■ What you need to do:
Look through the entries below, please, and copy every line with the word "Blarney".

■ Source records:
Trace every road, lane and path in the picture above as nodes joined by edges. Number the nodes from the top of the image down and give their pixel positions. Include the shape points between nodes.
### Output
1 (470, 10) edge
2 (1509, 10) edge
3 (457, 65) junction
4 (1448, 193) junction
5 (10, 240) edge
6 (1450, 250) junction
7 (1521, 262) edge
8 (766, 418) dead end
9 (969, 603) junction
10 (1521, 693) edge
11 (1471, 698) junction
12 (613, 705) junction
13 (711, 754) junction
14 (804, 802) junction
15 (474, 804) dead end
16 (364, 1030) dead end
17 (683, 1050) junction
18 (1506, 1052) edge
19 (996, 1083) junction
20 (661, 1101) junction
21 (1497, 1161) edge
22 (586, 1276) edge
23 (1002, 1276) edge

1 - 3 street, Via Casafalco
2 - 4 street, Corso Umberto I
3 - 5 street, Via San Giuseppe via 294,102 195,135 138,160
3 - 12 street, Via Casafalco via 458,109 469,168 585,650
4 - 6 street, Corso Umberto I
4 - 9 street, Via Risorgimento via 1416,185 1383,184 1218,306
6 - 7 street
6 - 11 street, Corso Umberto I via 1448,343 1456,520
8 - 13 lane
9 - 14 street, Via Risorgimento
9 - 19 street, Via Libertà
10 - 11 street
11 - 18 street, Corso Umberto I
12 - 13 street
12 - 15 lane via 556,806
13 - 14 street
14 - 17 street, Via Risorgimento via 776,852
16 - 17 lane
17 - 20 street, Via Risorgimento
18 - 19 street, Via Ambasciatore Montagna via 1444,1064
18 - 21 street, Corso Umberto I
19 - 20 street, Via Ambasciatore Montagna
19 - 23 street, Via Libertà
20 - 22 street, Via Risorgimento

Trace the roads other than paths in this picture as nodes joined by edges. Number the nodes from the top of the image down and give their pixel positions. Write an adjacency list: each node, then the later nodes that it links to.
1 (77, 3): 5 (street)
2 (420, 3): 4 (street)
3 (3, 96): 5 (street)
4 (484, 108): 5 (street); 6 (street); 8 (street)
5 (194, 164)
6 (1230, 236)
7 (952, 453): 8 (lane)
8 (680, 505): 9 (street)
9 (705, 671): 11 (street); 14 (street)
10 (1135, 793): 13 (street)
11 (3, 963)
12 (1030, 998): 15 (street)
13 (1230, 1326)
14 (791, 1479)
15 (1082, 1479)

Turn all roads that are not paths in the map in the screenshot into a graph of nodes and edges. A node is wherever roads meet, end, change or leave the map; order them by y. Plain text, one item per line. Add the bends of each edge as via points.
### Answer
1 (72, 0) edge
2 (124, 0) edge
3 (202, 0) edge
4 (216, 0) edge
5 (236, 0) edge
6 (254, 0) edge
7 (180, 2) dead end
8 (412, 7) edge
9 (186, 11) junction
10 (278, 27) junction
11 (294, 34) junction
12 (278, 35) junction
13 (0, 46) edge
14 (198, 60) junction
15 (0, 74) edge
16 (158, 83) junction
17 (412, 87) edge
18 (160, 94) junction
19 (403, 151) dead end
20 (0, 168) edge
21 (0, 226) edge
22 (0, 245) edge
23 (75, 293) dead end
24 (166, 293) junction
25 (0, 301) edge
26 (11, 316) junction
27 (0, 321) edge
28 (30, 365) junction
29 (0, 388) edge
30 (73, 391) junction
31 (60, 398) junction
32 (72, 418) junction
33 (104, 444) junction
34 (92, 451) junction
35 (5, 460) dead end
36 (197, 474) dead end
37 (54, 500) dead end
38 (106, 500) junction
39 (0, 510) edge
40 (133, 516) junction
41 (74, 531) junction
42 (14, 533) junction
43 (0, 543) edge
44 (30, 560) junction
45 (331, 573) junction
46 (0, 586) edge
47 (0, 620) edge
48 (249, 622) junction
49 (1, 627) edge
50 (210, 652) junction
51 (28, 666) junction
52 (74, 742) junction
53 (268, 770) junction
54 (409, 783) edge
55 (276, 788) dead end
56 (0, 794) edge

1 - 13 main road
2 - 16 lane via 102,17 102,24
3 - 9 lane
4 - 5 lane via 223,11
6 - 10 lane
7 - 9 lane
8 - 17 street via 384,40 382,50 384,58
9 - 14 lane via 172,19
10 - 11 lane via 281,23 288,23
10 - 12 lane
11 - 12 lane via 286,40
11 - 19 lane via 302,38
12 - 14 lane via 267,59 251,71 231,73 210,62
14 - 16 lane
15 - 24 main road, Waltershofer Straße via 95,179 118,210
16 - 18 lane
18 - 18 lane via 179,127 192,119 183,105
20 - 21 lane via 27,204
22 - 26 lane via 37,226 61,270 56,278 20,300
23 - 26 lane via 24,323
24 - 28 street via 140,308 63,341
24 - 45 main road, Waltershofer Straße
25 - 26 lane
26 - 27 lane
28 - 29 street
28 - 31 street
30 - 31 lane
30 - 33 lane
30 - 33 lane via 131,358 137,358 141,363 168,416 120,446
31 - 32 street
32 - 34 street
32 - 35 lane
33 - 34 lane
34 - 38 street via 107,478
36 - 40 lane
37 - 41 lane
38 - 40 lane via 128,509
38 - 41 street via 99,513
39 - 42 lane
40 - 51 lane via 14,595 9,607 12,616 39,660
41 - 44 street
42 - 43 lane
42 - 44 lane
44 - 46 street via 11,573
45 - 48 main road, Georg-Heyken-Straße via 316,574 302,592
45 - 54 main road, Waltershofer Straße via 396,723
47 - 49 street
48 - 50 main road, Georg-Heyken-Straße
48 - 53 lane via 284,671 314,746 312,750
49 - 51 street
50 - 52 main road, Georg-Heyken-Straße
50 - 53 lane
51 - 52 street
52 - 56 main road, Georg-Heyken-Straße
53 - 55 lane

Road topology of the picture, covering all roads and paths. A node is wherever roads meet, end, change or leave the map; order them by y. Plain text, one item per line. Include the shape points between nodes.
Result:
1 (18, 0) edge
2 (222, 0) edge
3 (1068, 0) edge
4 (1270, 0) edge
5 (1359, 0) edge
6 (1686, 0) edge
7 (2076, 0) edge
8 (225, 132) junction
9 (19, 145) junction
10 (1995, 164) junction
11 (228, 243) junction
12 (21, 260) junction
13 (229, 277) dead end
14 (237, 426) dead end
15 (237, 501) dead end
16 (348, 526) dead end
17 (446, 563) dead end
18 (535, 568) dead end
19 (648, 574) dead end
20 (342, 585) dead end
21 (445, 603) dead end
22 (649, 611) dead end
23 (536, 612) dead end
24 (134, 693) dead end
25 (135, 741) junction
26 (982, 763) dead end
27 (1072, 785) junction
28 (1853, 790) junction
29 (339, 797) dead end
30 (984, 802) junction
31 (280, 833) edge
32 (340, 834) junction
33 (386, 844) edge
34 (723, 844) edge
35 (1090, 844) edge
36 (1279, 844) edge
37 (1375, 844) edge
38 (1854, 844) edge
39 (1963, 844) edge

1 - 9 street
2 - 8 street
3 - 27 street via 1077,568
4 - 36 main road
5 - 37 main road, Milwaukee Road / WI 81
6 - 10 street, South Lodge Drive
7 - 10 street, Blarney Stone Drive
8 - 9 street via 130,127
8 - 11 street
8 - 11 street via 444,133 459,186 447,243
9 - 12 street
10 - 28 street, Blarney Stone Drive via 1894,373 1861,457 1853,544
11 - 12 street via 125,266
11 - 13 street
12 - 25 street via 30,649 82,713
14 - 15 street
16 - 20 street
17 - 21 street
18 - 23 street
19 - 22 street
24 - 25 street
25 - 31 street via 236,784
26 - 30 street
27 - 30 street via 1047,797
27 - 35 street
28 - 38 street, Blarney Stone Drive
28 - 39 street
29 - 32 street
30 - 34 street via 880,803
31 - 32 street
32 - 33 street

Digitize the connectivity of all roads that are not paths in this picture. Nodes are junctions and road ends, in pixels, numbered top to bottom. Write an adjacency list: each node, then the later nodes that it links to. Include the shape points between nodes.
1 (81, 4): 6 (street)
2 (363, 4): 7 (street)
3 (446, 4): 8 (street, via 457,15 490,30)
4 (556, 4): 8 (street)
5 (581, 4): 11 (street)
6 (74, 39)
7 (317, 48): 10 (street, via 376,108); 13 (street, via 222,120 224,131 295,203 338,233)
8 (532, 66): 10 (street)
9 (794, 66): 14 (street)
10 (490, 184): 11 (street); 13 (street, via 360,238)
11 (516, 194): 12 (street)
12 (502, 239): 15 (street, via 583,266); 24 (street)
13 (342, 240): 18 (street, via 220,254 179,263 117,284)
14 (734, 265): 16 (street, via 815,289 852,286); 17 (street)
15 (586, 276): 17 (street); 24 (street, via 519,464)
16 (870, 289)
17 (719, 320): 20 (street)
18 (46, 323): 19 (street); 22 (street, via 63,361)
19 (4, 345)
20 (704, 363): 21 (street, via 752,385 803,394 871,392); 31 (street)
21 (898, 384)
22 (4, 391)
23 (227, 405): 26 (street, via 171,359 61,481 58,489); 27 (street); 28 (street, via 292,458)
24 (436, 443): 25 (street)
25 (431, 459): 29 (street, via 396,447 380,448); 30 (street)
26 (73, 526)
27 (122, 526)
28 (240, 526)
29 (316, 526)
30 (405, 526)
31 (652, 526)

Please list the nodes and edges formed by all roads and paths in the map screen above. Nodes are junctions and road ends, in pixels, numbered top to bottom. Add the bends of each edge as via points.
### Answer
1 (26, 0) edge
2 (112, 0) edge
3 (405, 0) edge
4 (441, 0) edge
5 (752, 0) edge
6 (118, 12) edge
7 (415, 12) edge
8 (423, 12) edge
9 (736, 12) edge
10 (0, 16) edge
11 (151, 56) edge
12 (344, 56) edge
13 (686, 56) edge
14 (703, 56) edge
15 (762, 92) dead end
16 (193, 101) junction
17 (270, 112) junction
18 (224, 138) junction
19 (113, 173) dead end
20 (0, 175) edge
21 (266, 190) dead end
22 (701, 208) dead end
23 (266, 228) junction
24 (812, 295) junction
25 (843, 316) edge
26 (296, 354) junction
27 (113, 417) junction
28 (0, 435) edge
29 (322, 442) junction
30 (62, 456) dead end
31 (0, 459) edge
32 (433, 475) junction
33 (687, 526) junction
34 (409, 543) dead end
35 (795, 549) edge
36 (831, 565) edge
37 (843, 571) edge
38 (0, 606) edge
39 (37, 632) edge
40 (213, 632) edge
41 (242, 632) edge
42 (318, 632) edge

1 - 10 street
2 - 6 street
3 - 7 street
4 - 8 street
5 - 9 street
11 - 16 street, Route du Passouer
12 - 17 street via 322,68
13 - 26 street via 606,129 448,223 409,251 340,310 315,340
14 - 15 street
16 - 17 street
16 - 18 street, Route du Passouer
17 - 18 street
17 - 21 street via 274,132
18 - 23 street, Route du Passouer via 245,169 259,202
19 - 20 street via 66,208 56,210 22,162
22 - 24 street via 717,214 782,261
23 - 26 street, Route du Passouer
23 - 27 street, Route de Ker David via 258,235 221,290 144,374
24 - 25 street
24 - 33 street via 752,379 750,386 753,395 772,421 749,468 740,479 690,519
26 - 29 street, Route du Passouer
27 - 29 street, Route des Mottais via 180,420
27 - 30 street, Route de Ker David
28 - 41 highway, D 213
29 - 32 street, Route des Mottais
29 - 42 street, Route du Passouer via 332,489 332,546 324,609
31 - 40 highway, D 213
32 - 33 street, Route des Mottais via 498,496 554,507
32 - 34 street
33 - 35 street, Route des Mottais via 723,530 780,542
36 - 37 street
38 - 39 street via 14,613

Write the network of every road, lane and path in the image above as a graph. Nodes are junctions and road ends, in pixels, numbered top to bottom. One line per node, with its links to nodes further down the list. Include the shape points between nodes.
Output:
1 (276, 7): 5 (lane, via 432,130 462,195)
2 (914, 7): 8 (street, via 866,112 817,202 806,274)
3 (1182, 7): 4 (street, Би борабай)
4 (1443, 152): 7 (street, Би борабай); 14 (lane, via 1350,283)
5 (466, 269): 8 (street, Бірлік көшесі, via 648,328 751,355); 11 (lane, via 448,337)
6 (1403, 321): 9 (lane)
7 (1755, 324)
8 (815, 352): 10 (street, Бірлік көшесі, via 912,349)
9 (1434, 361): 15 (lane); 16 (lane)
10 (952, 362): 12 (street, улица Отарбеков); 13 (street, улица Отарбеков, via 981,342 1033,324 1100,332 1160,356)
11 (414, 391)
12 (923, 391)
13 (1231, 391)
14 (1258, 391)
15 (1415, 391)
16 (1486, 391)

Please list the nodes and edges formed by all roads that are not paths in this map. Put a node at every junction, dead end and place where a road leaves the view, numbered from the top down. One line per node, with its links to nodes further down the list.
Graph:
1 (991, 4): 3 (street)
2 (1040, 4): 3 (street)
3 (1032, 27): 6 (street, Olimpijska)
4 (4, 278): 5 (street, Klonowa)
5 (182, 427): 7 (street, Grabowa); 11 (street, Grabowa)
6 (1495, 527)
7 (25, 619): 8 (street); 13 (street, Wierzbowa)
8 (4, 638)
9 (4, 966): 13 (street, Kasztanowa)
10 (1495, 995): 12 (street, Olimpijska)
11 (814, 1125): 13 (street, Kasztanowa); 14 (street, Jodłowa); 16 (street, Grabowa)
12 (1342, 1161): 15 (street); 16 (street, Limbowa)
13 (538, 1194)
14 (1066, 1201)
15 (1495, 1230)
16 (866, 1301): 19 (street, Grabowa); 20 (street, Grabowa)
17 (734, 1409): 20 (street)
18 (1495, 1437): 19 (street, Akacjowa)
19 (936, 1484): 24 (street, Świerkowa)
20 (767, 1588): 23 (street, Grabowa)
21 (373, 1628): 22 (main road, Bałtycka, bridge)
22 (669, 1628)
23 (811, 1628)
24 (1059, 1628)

■ Your solution:
7 - 10 street, Blarney Stone Drive
10 - 28 street, Blarney Stone Drive via 1894,373 1861,457 1853,544
28 - 38 street, Blarney Stone Drive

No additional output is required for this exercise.